**SUPPLIED DATA:**
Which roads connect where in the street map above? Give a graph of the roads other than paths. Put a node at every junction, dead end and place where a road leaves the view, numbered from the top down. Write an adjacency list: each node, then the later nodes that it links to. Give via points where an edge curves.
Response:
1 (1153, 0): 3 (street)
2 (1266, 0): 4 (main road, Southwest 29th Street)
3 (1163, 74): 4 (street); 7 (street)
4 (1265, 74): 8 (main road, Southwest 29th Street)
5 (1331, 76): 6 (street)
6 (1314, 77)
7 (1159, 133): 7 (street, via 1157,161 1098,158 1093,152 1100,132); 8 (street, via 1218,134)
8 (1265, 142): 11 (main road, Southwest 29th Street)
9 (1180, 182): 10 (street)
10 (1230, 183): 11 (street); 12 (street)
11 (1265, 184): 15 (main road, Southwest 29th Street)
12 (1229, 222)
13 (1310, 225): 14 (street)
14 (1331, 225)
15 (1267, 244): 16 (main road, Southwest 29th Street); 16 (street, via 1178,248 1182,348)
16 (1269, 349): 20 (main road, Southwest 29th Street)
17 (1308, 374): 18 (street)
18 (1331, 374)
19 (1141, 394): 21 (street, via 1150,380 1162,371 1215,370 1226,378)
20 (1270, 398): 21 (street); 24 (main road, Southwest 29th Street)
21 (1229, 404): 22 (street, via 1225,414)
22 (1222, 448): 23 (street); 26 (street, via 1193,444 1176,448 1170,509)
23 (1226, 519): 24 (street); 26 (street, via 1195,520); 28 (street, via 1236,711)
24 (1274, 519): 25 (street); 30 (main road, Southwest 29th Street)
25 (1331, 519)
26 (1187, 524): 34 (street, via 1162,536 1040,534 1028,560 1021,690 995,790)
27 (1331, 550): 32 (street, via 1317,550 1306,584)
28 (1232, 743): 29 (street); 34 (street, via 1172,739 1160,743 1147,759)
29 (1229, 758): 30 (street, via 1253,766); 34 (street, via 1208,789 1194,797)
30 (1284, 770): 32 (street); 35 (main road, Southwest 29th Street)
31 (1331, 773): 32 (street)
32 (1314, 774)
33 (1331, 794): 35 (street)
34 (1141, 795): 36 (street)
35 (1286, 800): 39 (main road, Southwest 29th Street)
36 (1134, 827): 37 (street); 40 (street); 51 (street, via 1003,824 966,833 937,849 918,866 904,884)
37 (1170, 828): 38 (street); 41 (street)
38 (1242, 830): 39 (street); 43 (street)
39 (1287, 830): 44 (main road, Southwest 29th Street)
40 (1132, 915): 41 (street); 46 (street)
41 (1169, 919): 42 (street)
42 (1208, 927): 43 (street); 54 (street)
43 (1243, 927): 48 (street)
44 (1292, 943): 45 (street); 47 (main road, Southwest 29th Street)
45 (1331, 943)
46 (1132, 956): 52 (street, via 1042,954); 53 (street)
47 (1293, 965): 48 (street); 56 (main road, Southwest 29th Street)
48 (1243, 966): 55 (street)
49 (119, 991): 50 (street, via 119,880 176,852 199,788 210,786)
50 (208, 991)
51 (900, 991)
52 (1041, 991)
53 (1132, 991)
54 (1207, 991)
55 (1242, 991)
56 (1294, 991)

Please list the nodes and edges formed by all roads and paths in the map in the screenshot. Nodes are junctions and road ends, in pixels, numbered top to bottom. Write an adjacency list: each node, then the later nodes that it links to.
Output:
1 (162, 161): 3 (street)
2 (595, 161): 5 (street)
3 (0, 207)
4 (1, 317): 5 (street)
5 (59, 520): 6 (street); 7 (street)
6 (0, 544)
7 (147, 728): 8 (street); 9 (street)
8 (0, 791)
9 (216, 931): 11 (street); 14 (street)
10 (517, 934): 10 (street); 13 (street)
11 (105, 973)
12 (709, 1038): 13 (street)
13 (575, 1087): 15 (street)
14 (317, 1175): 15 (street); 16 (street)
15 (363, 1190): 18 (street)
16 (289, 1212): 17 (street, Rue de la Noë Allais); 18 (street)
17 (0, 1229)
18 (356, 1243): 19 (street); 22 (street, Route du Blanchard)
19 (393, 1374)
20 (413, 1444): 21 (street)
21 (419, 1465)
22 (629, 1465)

**THE PROBLEM:**
Scan the lines above for the word "links". Return each one that has it.

**TASK OUTPUT:**
Which roads connect where in the street map above? Give a graph of the roads other than paths. Put a node at every junction, dead end and place where a road leaves the view, numbered from the top down. Write an adjacency list: each node, then the later nodes that it links to. Give via points where an edge curves.
Please list the nodes and edges formed by all roads and paths in the map in the screenshot. Nodes are junctions and road ends, in pixels, numbered top to bottom. Write an adjacency list: each node, then the later nodes that it links to.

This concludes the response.